Disciplinary Driver: The low female rate in MIMIC is partly explained by its primary citing field being Computer Science (43.3%) rather than Medicine, reflecting known gender gaps in CS.
Senior Authorship Gap: Across all repositories, women were consistently underrepresented in last-author (senior) positions compared to first-author positions. The gap ranged from 4.9 to 10.9 percentage points, indicating structural barriers to career advancement that persist regardless of data access.

D. Intersectionality

In three of the four repositories, female representation was higher within the LMIC subgroup than the HIC subgroup, suggesting complex interactions between geography and gender in research participation.

5. Significance and Implications

Value Beyond Citations: While citation metrics show MIMIC is the most "efficient" per dollar, the study argues that programs like All of Us generate value (community engagement, diverse biobanking) that bibliometrics cannot capture.
Limitations of Access: Low-barrier access (like MIMIC) successfully attracts diverse researchers into leadership positions, but this does not guarantee locally relevant knowledge production.

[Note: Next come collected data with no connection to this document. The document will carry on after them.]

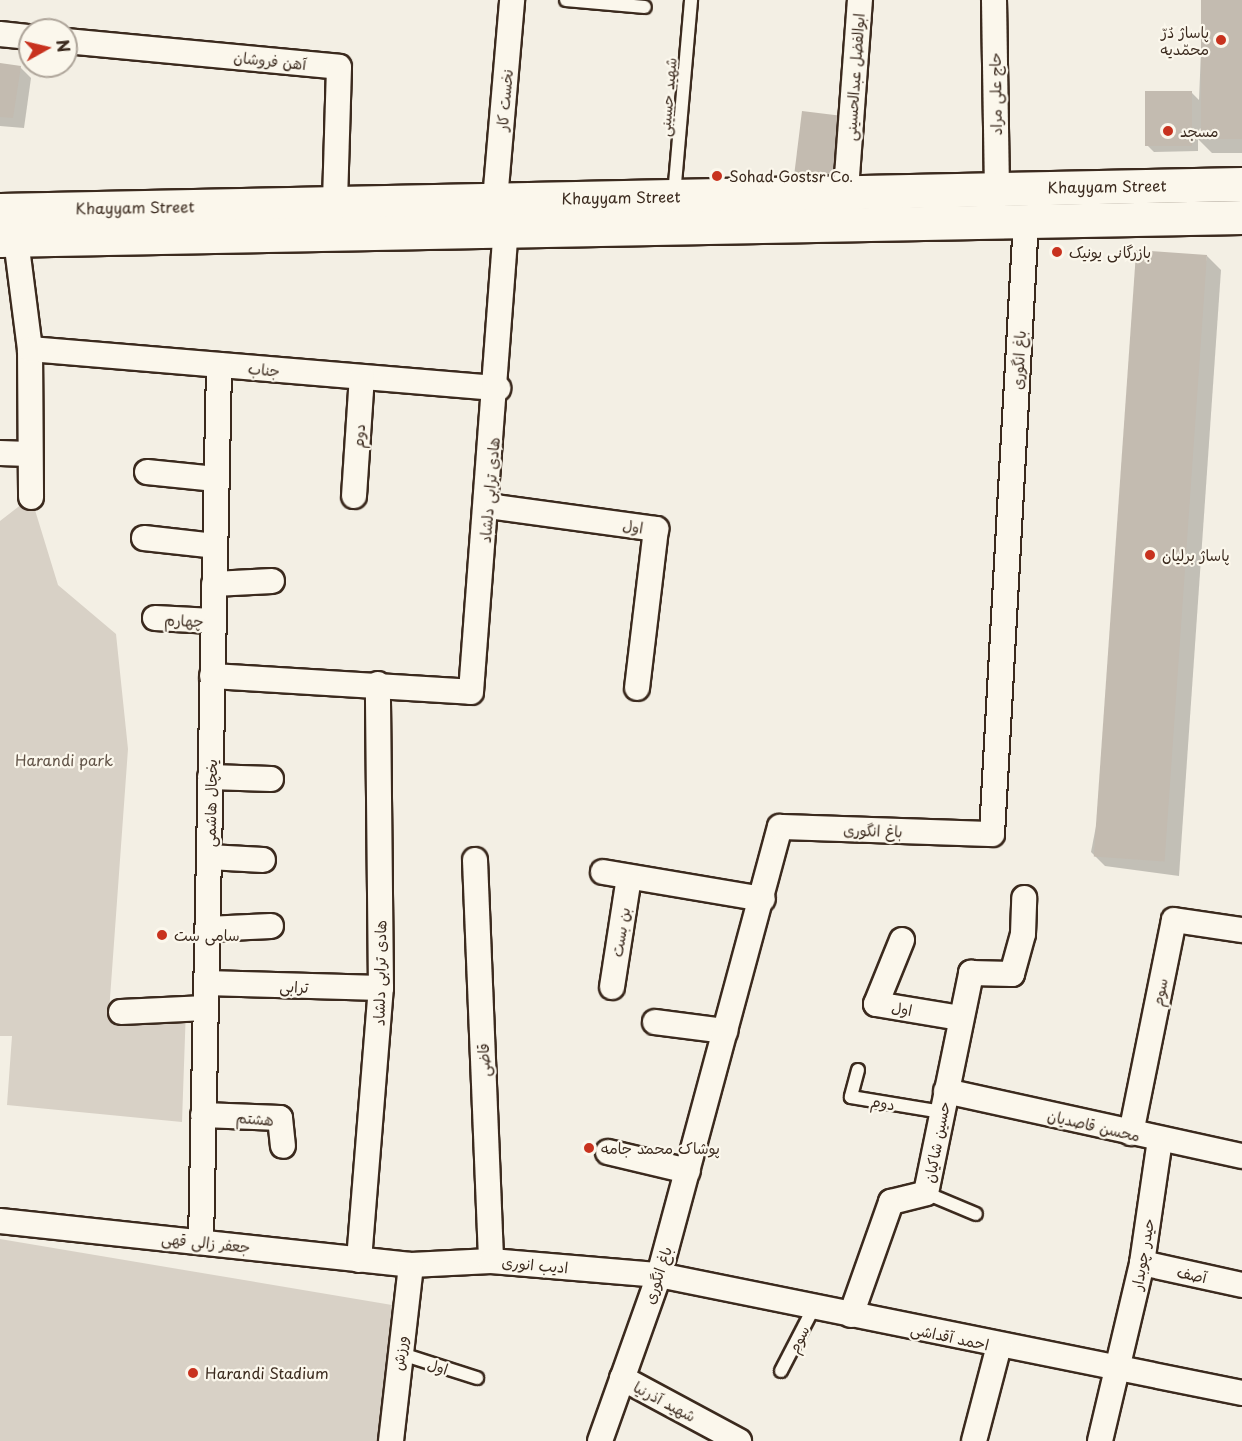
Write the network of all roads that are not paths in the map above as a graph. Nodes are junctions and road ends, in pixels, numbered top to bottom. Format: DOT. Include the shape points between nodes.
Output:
graph roads {
  1 [pos="512,0"];
  2 [pos="566,0"];
  3 [pos="691,0"];
  4 [pos="860,0"];
  5 [pos="994,0"];
  6 [pos="645,7"];
  7 [pos="0,34"];
  8 [pos="18,36"];
  9 [pos="78,42"];
  10 [pos="1242,184"];
  11 [pos="997,189"];
  12 [pos="846,190"];
  13 [pos="674,196"];
  14 [pos="495,200"];
  15 [pos="335,203"];
  16 [pos="0,210"];
  17 [pos="1242,217"];
  18 [pos="1026,221"];
  19 [pos="506,230"];
  20 [pos="8,240"];
  21 [pos="30,350"];
  22 [pos="219,365"];
  23 [pos="362,377"];
  24 [pos="498,388"];
  25 [pos="0,453"];
  26 [pos="29,454"];
  27 [pos="147,472"];
  28 [pos="216,479"];
  29 [pos="354,496"];
  30 [pos="31,497"];
  31 [pos="488,506"];
  32 [pos="144,538"];
  33 [pos="215,546"];
  34 [pos="272,581"];
  35 [pos="214,584"];
  36 [pos="154,618"];
  37 [pos="213,621"];
  38 [pos="212,676"];
  39 [pos="378,684"];
  40 [pos="638,688"];
  41 [pos="210,777"];
  42 [pos="272,779"];
  43 [pos="209,857"];
  44 [pos="263,860"];
  45 [pos="475,860"];
  46 [pos="603,872"];
  47 [pos="629,877"];
  48 [pos="1024,898"];
  49 [pos="763,899"];
  50 [pos="271,926"];
  51 [pos="207,929"];
  52 [pos="1242,930"];
  53 [pos="902,940"];
  54 [pos="206,983"];
  55 [pos="612,987"];
  56 [pos="381,988"];
  57 [pos="206,1008"];
  58 [pos="121,1012"];
  59 [pos="961,1018"];
  60 [pos="655,1022"];
  61 [pos="725,1030"];
  62 [pos="858,1070"];
  63 [pos="944,1102"];
  64 [pos="203,1115"];
  65 [pos="1131,1133"];
  66 [pos="1160,1140"];
  67 [pos="283,1146"];
  68 [pos="608,1152"];
  69 [pos="1242,1156"];
  70 [pos="688,1171"];
  71 [pos="926,1193"];
  72 [pos="976,1214"];
  73 [pos="0,1221"];
  74 [pos="201,1241"];
  75 [pos="359,1260"];
  76 [pos="491,1261"];
  77 [pos="1142,1263"];
  78 [pos="411,1265"];
  79 [pos="659,1275"];
  80 [pos="1242,1285"];
  81 [pos="814,1307"];
  82 [pos="851,1315"];
  83 [pos="999,1346"];
  84 [pos="399,1353"];
  85 [pos="1118,1366"];
  86 [pos="782,1371"];
  87 [pos="477,1378"];
  88 [pos="622,1378"];
  89 [pos="1242,1393"];
  90 [pos="391,1441"];
  91 [pos="600,1441"];
  92 [pos="739,1441"];
  93 [pos="974,1441"];
  94 [pos="1100,1441"];
  1 -- 14 [label="street, نخست کار"];
  2 -- 6 [label="lane"];
  3 -- 13 [label="lane, شهید حسینی"];
  4 -- 12 [label="street, ابوالفضل عبدالحسینی"];
  5 -- 11 [label="street, حاج علی مراد"];
  7 -- 8 [label="street"];
  9 -- 15 [label="street, آهن فروشان" via="339,67"];
  10 -- 11 [label="main road, Khayyam Street"];
  11 -- 12 [label="main road, Khayyam Street"];
  12 -- 13 [label="main road, Khayyam Street"];
  13 -- 14 [label="main road, Khayyam Street"];
  14 -- 15 [label="main road, Khayyam Street"];
  15 -- 16 [label="main road, Khayyam Street"];
  17 -- 18 [label="main road, Khayyam Street"];
  18 -- 19 [label="main road, Khayyam Street"];
  18 -- 49 [label="street, باغ انگوری" via="992,834 780,827"];
  19 -- 20 [label="main road, Khayyam Street"];
  19 -- 24 [label="street, هادی ترابی دلشاد"];
  20 -- 21 [label="street"];
  21 -- 22 [label="street, جناب"];
  21 -- 26 [label="street"];
  22 -- 23 [label="street, جناب"];
  22 -- 28 [label="street, یخچال هاشمی"];
  23 -- 24 [label="street, جناب"];
  23 -- 29 [label="street, دوم"];
  24 -- 31 [label="street, هادی ترابی دلشاد"];
  25 -- 26 [label="street"];
  26 -- 30 [label="street"];
  27 -- 28 [label="street"];
  28 -- 33 [label="street, یخچال هاشمی"];
  31 -- 39 [label="street, هادی ترابی دلشاد" via="471,692"];
  31 -- 40 [label="street, اول" via="656,530"];
  32 -- 33 [label="street"];
  33 -- 35 [label="street, یخچال هاشمی"];
  34 -- 35 [label="street"];
  35 -- 37 [label="street, یخچال هاشمی"];
  36 -- 37 [label="street, چهارم"];
  37 -- 38 [label="street, یخچال هاشمی"];
  38 -- 39 [label="street, هادی ترابی دلشاد"];
  38 -- 41 [label="street, یخچال هاشمی"];
  39 -- 56 [label="street, هادی ترابی دلشاد"];
  41 -- 42 [label="street"];
  41 -- 43 [label="street, یخچال هاشمی"];
  43 -- 44 [label="street"];
  43 -- 51 [label="street, یخچال هاشمی"];
  45 -- 76 [label="street, قاضی"];
  46 -- 47 [label="street"];
  47 -- 49 [label="street"];
  47 -- 55 [label="street, بن بست"];
  48 -- 59 [label="street, حسین شاکیان" via="1023,934 1012,974 971,973"];
  49 -- 61 [label="street, باغ انگوری"];
  50 -- 51 [label="street"];
  51 -- 54 [label="street, یخچال هاشمی"];
  52 -- 65 [label="street, سوم" via="1174,920"];
  53 -- 59 [label="street, اول" via="876,1004"];
  54 -- 56 [label="street, ترابی"];
  54 -- 57 [label="street, یخچال هاشمی"];
  56 -- 75 [label="street, هادی ترابی دلشاد"];
  57 -- 58 [label="street"];
  57 -- 64 [label="street, یخچال هاشمی"];
  59 -- 63 [label="street, حسین شاکیان"];
  60 -- 61 [label="street"];
  61 -- 70 [label="street, باغ انگوری"];
  62 -- 63 [label="lane, دوم" via="851,1097"];
  63 -- 65 [label="street, محسن قاصدیان"];
  63 -- 71 [label="street, حسین شاکیان"];
  64 -- 67 [label="street, هشتم" via="280,1118"];
  64 -- 74 [label="street, یخچال هاشمی"];
  65 -- 66 [label="street, محسن قاصدیان"];
  66 -- 69 [label="street, محسن قاصدیان"];
  66 -- 77 [label="street, حیدر چوبدار"];
  68 -- 70 [label="street"];
  70 -- 79 [label="street, باغ انگوری"];
  71 -- 72 [label="lane"];
  71 -- 82 [label="street, حسین شاکیان" via="891,1202"];
  73 -- 74 [label="street, جعفر زالی قهی"];
  74 -- 75 [label="street, جعفر زالی قهی"];
  75 -- 78 [label="street, جعفر زالی قهی"];
  76 -- 78 [label="street, ادیب انوری"];
  76 -- 79 [label="street, ادیب انوری"];
  77 -- 80 [label="street, آصف"];
  77 -- 85 [label="street, حیدر چوبدار"];
  78 -- 84 [label="street, ورزش"];
  79 -- 81 [label="street, احمد آقداشی"];
  79 -- 88 [label="street, باغ انگوری"];
  81 -- 82 [label="street, احمد آقداشی"];
  81 -- 86 [label="lane, سوم"];
  82 -- 83 [label="street, احمد آقداشی"];
  83 -- 85 [label="street, احمد آقداشی"];
  83 -- 93 [label="street"];
  84 -- 87 [label="lane, اول"];
  84 -- 90 [label="street, ورزش"];
  85 -- 89 [label="street, احمد آقداشی"];
  85 -- 94 [label="street, حیدر چوبدار"];
  88 -- 91 [label="street, باغ انگوری"];
  88 -- 92 [label="street, شهید آذرنیا"];
}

LMIC researchers often use US-centric data (e.g., Boston EHRs) to build models for Global North journals, which may not address local health needs.
Structural Inequities: The persistent gender gap in senior authorship suggests that data access policies alone cannot solve structural career inequities; active mentorship and community building are required.
Future Directions: Evaluations of open data investments must move beyond counting papers to assessing who is producing research, where they are located, and whether their work leads to transformative equity (e.g., local dataset creation and capacity building).

Conclusion: Open health data acts as a powerful catalyst for knowledge diffusion (~10× amplification), but its impact on equity is nuanced. While it can foster global leadership for LMIC researchers, it does not automatically resolve disciplinary gender gaps or ensure that research outcomes are relevant to the communities where the researchers reside.